The Masculinity of Jesus Part 5 (Nicodemus and return to Galilee)

Part 1 — Nicodemus

The Nicodemus story is an interesting story because he is one of the spiritual leaders of Israel and yet does not understand the Spiritual which is reflected in His earthly actions. If we understand our priority in the Spiritual, then we understand what must be reflected here in the physical.

John 3:1 Now there was a man of the Pharisees, named Nicodemus, a ruler of the Jews; 2 this man came to Jesus by night and said to Him, “Rabbi, we know that You have come from God as a teacher; for no one can do these [a]signs that You do unless God is with him.”

Here’s the first disconnect we see.

All of the Pharisees, the spiritual leaders of Israel, know that Jesus is from God because of the signs and wonders that He has done, yet Nicodemus comes to him in secret in the night.

This is the beginning of the spiritual parallel that Jesus begins to draw in the rest of this story. If a man’s mind is closed off to spiritual things, then his earth actions will reflect His closed off spiritual state.

This is the analogy by which many Christians today see the world. We would rather believe in what we think we know, or what society, feminism, and our families tell us than test it against God and His Truth.

3 Jesus answered and said to him, “Truly, truly, I say to you, unless one is born [b]again he cannot see the kingdom of God.” 4 Nicodemus *said to Him, “How can a man be born when he is old? He cannot enter a second time into his mother’s womb and be born, can he?”

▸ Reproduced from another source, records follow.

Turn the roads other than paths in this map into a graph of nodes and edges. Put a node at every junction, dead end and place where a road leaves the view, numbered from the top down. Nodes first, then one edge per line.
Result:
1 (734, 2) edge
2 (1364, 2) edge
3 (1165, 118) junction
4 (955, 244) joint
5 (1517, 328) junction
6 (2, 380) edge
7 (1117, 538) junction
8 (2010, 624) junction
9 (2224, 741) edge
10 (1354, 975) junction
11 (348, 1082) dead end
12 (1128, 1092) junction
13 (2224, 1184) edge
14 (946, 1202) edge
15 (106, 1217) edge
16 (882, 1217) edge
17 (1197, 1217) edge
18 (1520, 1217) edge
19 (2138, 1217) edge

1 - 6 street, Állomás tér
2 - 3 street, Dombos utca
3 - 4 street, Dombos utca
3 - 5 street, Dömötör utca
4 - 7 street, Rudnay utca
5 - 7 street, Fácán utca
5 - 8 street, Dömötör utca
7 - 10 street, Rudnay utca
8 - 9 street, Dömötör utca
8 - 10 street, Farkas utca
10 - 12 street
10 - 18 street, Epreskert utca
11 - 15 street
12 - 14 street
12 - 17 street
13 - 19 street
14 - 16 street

Nicodemus shows clearly that he does not understand the concept of spiritual rebirth when Jesus discusses it with Him. Note in the first two verses Nicodemus directly asks Jesus about himself, yet Jesus again redirects the conversation away from himself and to God instead. Even though Jesus is the Way, the Truth, and the Life, He constantly redirects the focus away from Himself and to the One that He submits to — the Father.

Likewise, Christian men are made in God’s image that we should not reflect our own selfish nature but instead be a reflection of the Creator. And we understand that we can only do this by the working of the Holy Spirit in us that allows us to agapao love and do good.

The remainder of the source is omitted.